New Approach to Medical Treatment
In our experience, the optimal care of GO patients is based on an integrated, multidisciplinary team approach that crosses specialty lines. EUGOGO researchers work closely with clinicians to develop new medical treatments based on staging the disease and assessing its activity and severity at a given stage. Investigators at different EUGOGO centres and basedow.ch are continuously recruiting patients to participate in studies of the effectiveness of different immunosuppressive agents in the treatment of active GO.

Indications for Treatment
Medical treatment is the first line of treatment unless vision is acutely threatened. Decompression surgery is indicated when there is optic neuropathy, severe ocular surface exposure, globe subluxation, or in some cases for cosmetic considerations. Double vision may be corrected by repositioning the extraocular muscles so the patient can regain single vision. Strabismus surgery is indicated when the patient experiences functionally significant double vision. Upper and lower eyelid surgery may be performed to correct eyelid retraction associated with ocular surface exposure and/or cosmetic change. In general, orbital decompression surgery is performed initially, when required, followed by strabismus surgery and eyelid surgery sequentially.

The EUGOGO perspective
Many centres in Europe and elsewhere, have conducted clinical studies on Graves' Orbitopathy.
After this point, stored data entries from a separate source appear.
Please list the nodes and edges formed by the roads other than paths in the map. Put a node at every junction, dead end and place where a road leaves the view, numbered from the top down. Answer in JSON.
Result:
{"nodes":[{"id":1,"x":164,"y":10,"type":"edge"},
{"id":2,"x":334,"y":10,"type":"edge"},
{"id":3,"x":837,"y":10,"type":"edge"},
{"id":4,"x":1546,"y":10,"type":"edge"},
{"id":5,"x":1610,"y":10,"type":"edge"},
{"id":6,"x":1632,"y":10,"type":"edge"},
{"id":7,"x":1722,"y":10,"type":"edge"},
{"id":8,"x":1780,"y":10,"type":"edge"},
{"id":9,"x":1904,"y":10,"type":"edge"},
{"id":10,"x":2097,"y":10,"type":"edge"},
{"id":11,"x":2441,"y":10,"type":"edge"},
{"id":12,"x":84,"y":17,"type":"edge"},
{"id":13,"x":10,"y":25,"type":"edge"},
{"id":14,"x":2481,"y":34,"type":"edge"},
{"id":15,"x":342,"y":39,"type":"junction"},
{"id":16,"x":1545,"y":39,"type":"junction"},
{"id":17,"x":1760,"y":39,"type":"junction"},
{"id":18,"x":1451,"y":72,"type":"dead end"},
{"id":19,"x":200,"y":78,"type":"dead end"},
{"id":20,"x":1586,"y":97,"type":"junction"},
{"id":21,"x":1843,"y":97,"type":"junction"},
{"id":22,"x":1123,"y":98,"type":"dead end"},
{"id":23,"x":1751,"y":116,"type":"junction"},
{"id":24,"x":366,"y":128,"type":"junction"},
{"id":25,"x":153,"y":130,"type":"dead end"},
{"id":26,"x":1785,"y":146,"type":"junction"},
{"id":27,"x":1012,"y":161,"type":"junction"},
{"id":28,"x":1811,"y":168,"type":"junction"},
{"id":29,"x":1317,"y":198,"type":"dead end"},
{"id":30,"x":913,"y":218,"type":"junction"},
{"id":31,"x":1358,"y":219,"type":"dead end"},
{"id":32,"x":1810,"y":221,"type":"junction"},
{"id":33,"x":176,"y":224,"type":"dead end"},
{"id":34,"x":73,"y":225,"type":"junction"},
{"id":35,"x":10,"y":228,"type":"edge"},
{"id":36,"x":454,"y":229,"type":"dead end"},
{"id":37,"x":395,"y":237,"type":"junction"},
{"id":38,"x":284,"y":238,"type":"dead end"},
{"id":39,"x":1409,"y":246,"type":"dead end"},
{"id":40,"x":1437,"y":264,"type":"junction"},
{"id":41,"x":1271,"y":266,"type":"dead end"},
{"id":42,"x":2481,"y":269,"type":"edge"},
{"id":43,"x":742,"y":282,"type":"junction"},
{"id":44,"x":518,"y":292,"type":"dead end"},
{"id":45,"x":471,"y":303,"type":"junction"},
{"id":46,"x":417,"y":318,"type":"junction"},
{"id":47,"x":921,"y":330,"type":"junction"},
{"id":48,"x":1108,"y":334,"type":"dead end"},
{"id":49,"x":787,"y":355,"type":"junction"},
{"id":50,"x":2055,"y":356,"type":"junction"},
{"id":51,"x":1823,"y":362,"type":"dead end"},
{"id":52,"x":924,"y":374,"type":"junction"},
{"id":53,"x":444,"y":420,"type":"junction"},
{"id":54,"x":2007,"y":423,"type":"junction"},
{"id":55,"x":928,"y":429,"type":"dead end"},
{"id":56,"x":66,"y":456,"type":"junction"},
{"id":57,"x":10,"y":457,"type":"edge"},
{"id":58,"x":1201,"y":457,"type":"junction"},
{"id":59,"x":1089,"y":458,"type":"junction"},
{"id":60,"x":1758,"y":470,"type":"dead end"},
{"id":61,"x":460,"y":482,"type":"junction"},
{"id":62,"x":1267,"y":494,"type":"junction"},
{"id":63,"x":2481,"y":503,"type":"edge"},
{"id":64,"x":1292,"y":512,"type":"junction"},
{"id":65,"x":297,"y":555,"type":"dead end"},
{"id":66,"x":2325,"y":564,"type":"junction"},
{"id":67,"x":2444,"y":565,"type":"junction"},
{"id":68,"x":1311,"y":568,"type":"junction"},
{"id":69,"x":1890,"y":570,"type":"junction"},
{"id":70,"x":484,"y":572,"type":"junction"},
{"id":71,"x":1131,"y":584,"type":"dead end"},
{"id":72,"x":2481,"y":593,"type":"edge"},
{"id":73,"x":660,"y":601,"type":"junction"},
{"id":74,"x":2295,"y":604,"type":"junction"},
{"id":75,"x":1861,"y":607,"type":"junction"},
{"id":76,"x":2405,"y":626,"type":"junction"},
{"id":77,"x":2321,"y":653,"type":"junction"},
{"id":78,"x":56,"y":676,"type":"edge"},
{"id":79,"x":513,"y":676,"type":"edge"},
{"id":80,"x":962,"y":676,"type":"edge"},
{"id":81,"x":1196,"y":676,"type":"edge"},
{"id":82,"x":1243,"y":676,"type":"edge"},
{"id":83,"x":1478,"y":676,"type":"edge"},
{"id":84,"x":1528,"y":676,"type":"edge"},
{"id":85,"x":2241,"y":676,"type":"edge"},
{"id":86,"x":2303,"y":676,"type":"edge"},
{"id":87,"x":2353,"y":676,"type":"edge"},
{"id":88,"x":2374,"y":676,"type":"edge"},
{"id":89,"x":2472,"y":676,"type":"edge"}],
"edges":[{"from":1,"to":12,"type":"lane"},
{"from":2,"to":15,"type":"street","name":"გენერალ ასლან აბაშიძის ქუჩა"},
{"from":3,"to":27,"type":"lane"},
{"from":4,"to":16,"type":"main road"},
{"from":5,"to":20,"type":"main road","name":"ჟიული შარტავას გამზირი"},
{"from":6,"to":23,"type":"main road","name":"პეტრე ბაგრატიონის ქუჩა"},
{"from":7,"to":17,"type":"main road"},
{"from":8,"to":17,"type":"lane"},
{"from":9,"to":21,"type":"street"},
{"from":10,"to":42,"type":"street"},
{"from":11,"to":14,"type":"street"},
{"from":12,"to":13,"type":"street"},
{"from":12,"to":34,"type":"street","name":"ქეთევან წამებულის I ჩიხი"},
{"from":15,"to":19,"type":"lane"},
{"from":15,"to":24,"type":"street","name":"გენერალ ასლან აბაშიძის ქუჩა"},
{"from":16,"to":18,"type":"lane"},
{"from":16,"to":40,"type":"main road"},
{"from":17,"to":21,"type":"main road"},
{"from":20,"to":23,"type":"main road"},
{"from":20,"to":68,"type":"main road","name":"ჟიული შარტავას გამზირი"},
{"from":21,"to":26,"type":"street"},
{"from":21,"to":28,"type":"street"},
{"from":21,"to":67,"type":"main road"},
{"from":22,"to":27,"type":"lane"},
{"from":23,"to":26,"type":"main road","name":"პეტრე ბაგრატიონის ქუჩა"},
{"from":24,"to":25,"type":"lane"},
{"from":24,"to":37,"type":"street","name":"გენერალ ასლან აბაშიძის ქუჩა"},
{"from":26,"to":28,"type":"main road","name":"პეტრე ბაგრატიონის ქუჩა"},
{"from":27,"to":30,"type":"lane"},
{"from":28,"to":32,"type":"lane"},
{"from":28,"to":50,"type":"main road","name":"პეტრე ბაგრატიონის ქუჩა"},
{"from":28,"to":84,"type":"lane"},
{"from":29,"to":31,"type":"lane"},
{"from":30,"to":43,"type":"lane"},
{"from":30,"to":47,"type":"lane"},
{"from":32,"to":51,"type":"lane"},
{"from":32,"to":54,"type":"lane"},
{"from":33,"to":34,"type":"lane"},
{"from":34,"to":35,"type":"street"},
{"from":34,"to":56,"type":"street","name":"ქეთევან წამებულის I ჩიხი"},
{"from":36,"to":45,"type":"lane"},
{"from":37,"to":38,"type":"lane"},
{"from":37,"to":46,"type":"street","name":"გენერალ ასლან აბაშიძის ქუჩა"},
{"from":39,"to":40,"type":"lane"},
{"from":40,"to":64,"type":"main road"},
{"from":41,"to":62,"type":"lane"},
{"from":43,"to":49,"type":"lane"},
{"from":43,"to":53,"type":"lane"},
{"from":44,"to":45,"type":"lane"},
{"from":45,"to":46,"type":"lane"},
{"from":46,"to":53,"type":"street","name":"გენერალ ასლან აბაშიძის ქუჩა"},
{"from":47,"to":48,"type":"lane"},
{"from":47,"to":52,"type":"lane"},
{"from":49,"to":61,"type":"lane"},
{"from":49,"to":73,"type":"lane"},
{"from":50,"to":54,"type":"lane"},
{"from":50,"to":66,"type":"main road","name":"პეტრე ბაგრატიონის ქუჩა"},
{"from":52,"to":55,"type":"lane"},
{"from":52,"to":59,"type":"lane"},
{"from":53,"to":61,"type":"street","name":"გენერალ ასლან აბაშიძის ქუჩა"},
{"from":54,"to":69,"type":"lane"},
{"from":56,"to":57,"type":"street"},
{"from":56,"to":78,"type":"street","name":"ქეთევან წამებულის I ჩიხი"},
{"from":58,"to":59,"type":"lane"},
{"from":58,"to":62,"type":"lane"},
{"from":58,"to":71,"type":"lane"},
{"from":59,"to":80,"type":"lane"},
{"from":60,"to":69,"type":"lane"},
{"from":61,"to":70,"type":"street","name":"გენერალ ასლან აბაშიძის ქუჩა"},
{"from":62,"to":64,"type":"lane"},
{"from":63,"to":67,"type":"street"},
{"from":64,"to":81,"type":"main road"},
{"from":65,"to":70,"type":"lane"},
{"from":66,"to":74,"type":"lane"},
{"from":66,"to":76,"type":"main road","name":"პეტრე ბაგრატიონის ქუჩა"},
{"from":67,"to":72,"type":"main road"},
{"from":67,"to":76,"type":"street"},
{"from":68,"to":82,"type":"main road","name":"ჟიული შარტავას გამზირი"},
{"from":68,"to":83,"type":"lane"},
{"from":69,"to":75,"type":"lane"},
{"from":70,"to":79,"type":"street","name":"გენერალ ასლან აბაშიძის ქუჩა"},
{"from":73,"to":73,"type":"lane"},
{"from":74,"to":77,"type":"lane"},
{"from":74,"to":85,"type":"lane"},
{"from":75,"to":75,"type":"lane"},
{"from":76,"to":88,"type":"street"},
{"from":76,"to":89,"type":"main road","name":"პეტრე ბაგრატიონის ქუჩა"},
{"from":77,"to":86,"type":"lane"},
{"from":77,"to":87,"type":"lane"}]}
However, difficulties in recruiting large numbers of patients have frustrated attempts to determine the role of several available treatments reported anecdotally to be of benefit.
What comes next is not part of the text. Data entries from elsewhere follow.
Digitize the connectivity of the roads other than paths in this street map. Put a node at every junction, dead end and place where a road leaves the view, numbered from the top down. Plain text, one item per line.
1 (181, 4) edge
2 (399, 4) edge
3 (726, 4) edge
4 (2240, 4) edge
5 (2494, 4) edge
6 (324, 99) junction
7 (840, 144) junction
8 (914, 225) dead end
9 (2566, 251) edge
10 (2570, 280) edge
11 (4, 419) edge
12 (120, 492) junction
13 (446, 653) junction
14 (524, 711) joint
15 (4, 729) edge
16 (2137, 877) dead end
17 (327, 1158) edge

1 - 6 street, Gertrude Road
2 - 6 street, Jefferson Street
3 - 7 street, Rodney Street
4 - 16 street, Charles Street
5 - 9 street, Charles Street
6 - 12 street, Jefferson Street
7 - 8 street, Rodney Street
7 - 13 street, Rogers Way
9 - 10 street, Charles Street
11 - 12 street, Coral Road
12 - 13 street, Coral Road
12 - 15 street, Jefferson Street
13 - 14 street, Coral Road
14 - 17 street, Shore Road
To overcome these limitations, nine European Centres joined forces in 1999 and founded EUGOGO (EUropean Group On Graves' Orbitopathy; www.eugogo.org. These Centres share a commitment to improve the management of Graves' orbitopathy, have a good track record in clinical research in this field, are regional or national referral centres for the treatment of this disease and manage patients in a multidisciplinary setting with input from endocrinologists and ophthalmologists. To date 12 European academic centres are members of EUGOGO to share its objectives and goals.


Summary
  • Graves' Disease is the most common autoimmune disorder worldwide, with a prevalence of about 1,200 cases per 100,000 population.
  • Graves' orbitopathy is a progressive condition associated with Graves' disease that can seriously disturb or damage vision.
  • Graves' orbitopathy is caused by a positive feedback cycle of mechanical, immunologic, and cellular processes that results in proptosis, ocular motility disturbances with diplopia, and eyelid retraction with ocular exposure.
  • Multidisciplinary teams at the EUGOGO centres and basedow.ch are developing new surgical techniques and researching novel clinical treatments for Graves' orbitopathy.